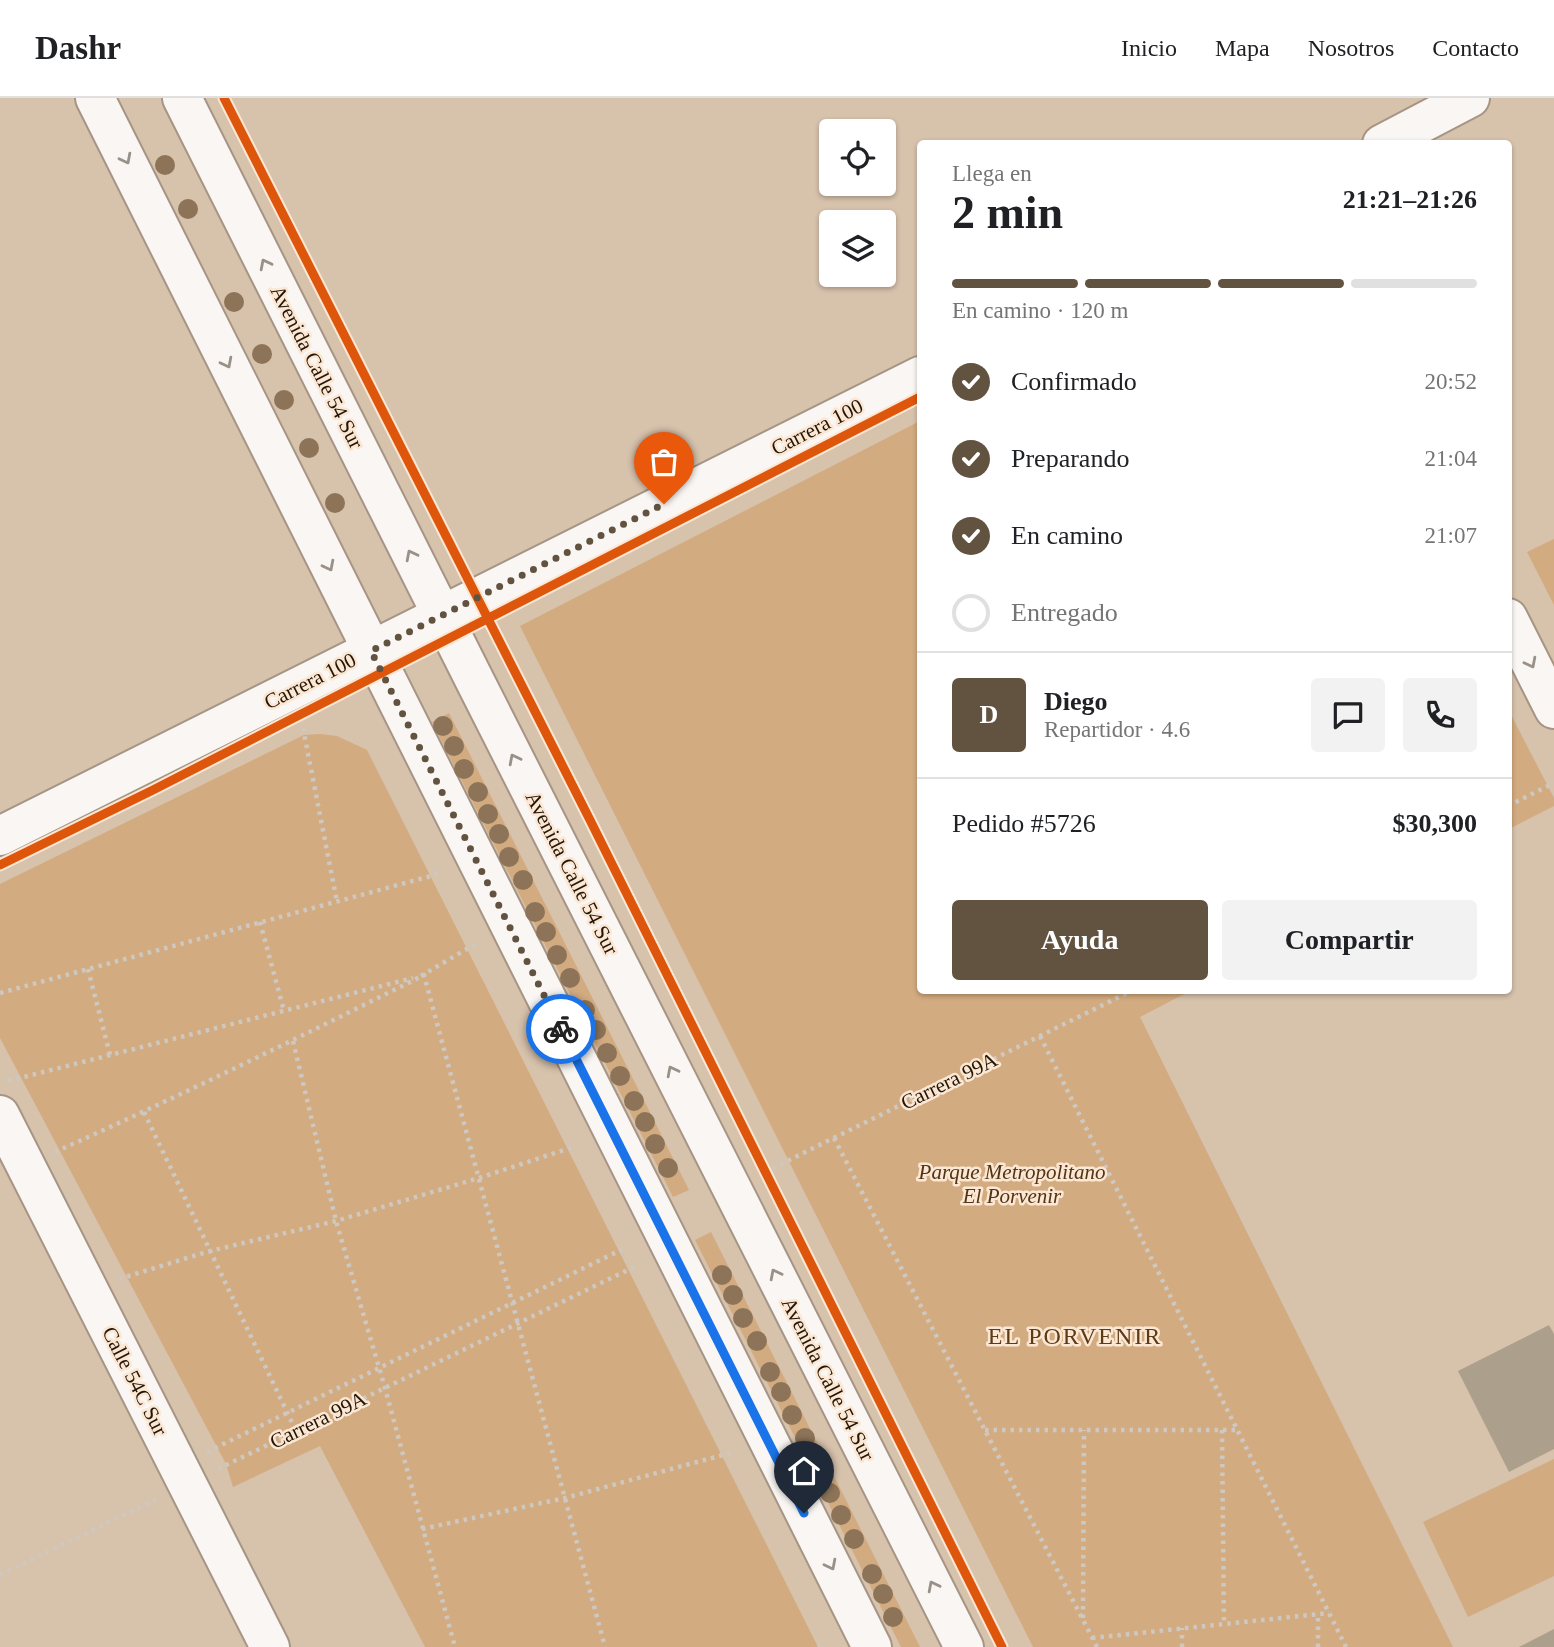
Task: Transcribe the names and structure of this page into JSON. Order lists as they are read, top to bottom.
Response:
{
  "streets": {
    "street": ["Avenida Calle 54 Sur", "Carrera 100", "Calle 54C Sur"],
    "path": ["Carrera 99A"]
  },
  "crossings": [
    ["Avenida Calle 54 Sur", "Carrera 100"],
    ["Carrera 99A", "Calle 54C Sur"]
  ],
  "districts": ["EL PORVENIR"],
  "parks": ["Parque Metropolitano El Porvenir"],
  "page": {
    "header": "Dashr",
    "nav": [
      "Inicio",
      "Mapa",
      "Nosotros",
      "Contacto"
    ],
    "heading": ["2 min", "Llega en", "21:21–21:26"],
    "panel": [
      "Diego",
      "Repartidor · 4.6",
      "Pedido #5726",
      "$30,300"
    ],
    "bar": "En camino · 120 m",
    "list": [
      ["Confirmado", "20:52"],
      ["Preparando", "21:04"],
      ["En camino", "21:07"],
      "Entregado"
    ],
    "round": "D",
    "buttons": ["Ayuda", "Compartir"]
  }
}
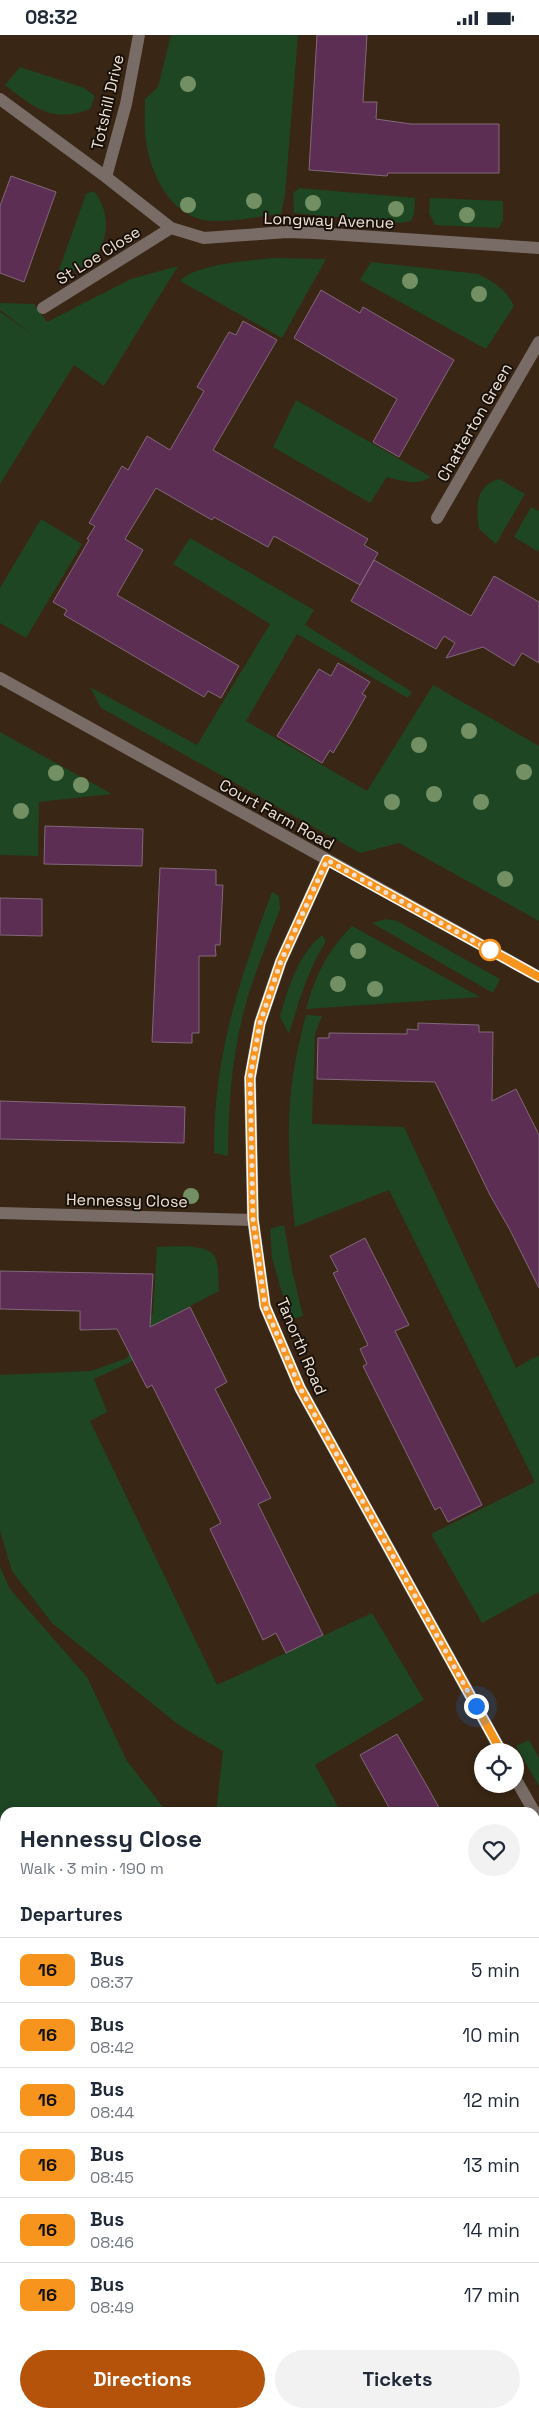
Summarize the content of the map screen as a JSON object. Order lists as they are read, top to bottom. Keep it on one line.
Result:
{"streets":{"street":["Totshill Drive","Longway Avenue","St Loe Close","Chatterton Green","Court Farm Road","Hennessy Close","Tanorth Road"]},"crossings":[["Totshill Drive","Longway Avenue"],["Longway Avenue","St Loe Close"],["Court Farm Road","Tanorth Road"],["Hennessy Close","Tanorth Road"]],"lines":["bus line 16"],"page":{"status":"08:32","heading":[["Hennessy Close","Walk · 3 min · 190 m"],"Departures"],"list":[{"mark":"16","name":"Bus","note":"08:37","value":"5 min"},{"mark":"16","name":"Bus","note":"08:42","value":"10 min"},{"mark":"16","name":"Bus","note":"08:44","value":"12 min"},{"mark":"16","name":"Bus","note":"08:45","value":"13 min"},{"mark":"16","name":"Bus","note":"08:46","value":"14 min"},{"mark":"16","name":"Bus","note":"08:49","value":"17 min"}],"buttons":["Directions","Tickets"]}}
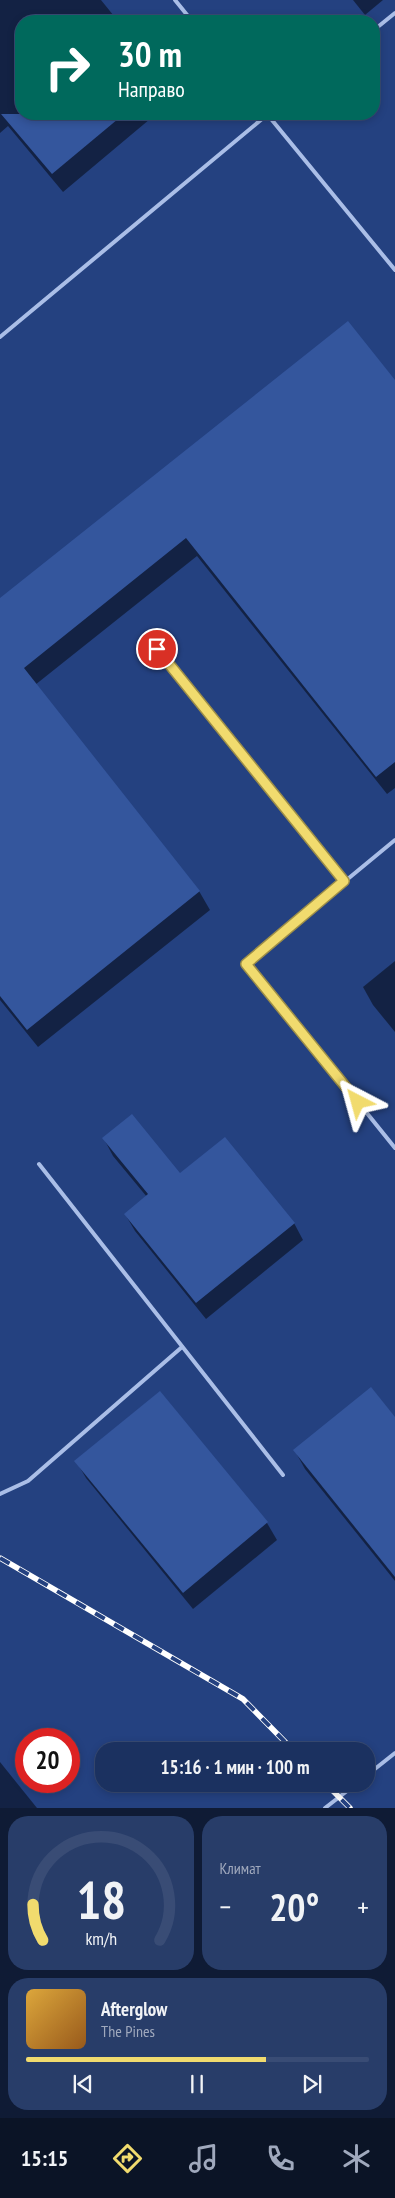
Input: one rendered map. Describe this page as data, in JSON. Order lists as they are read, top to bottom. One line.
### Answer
{"page":{"turn":["30 m","Направо"],"limit":"20","trip":"15:16 · 1 мин · 100 m","tile":"Климат","heat":["−","20°","+"],"song":["Afterglow","The Pines"],"tabs":"15:15","gauge":["18","km/h"]}}
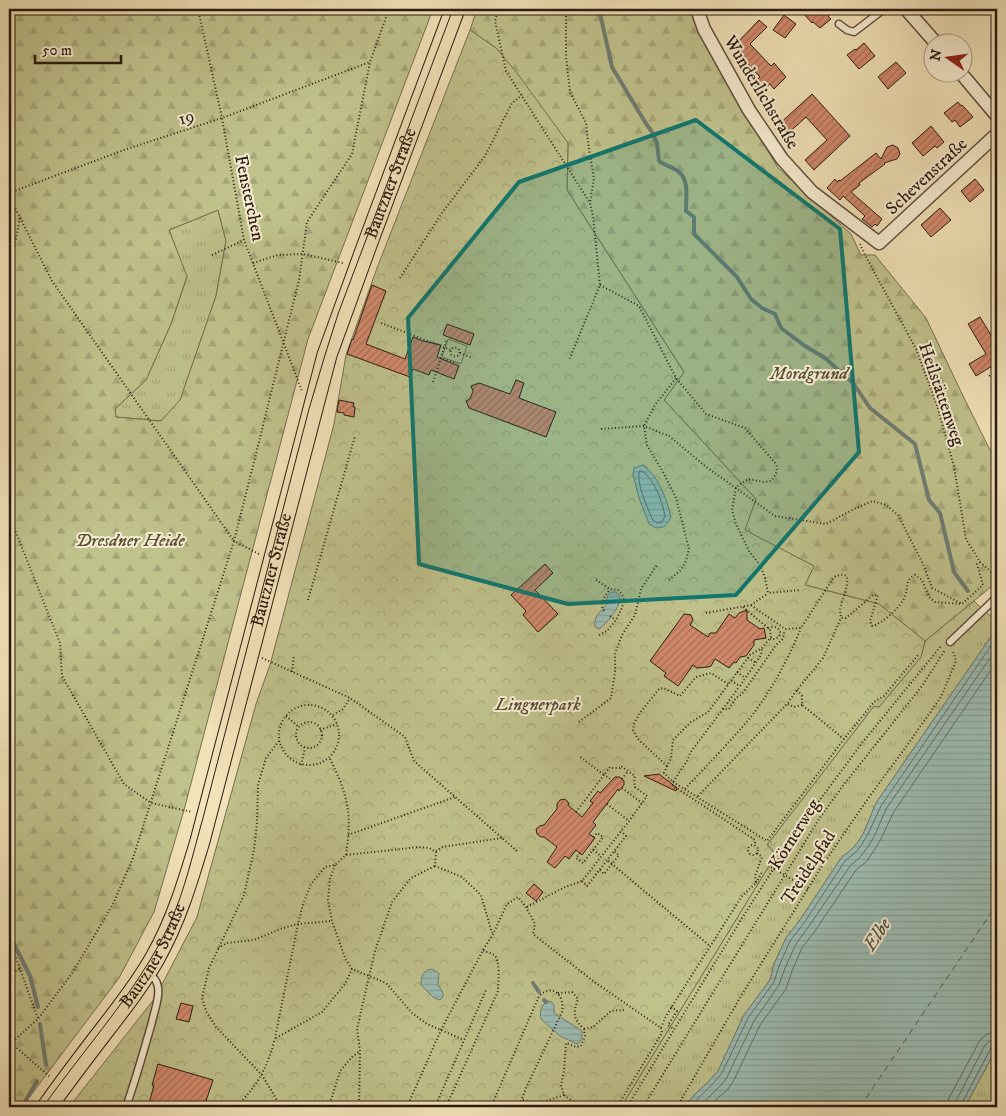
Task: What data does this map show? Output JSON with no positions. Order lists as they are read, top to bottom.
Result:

....

PROMPT: Every record must be copied exactly, with images dropped from the result.

RESPONSE:
Task: Transcribe the names and structure of this page into JSON. Order lists as they are read, top to bottom.
Response:
{
  "streets": {
    "street": ["Avenida Calle 54 Sur", "Carrera 100", "Calle 54C Sur"],
    "path": ["Carrera 99A"]
  },
  "crossings": [
    ["Avenida Calle 54 Sur", "Carrera 100"],
    ["Carrera 99A", "Calle 54C Sur"]
  ],
  "districts": ["EL PORVENIR"],
  "parks": ["Parque Metropolitano El Porvenir"],
  "page": {
    "header": "Dashr",
    "nav": [
      "Inicio",
      "Mapa",
      "Nosotros",
      "Contacto"
    ],
    "heading": ["2 min", "Llega en", "21:21–21:26"],
    "panel": [
      "Diego",
      "Repartidor · 4.6",
      "Pedido #5726",
      "$30,300"
    ],
    "bar": "En camino · 120 m",
    "list": [
      ["Confirmado", "20:52"],
      ["Preparando", "21:04"],
      ["En camino", "21:07"],
      "Entregado"
    ],
    "round": "D",
    "buttons": ["Ayuda", "Compartir"]
  }
}
Summarize the content of the map screen as a JSON object. Order lists as they are read, top to bottom. Keep it on one line.
Result:
{"streets":{"street":["Totshill Drive","Longway Avenue","St Loe Close","Chatterton Green","Court Farm Road","Hennessy Close","Tanorth Road"]},"crossings":[["Totshill Drive","Longway Avenue"],["Longway Avenue","St Loe Close"],["Court Farm Road","Tanorth Road"],["Hennessy Close","Tanorth Road"]],"lines":["bus line 16"],"page":{"status":"08:32","heading":[["Hennessy Close","Walk · 3 min · 190 m"],"Departures"],"list":[{"mark":"16","name":"Bus","note":"08:37","value":"5 min"},{"mark":"16","name":"Bus","note":"08:42","value":"10 min"},{"mark":"16","name":"Bus","note":"08:44","value":"12 min"},{"mark":"16","name":"Bus","note":"08:45","value":"13 min"},{"mark":"16","name":"Bus","note":"08:46","value":"14 min"},{"mark":"16","name":"Bus","note":"08:49","value":"17 min"}],"buttons":["Directions","Tickets"]}}
Input: one rendered map. Describe this page as data, in JSON. Order lists as they are read, top to bottom. One line.
### Answer
{"page":{"turn":["30 m","Направо"],"limit":"20","trip":"15:16 · 1 мин · 100 m","tile":"Климат","heat":["−","20°","+"],"song":["Afterglow","The Pines"],"tabs":"15:15","gauge":["18","km/h"]}}
Task: What data does this map show? Output JSON with no positions. Order lists as they are read, top to bottom.
Result:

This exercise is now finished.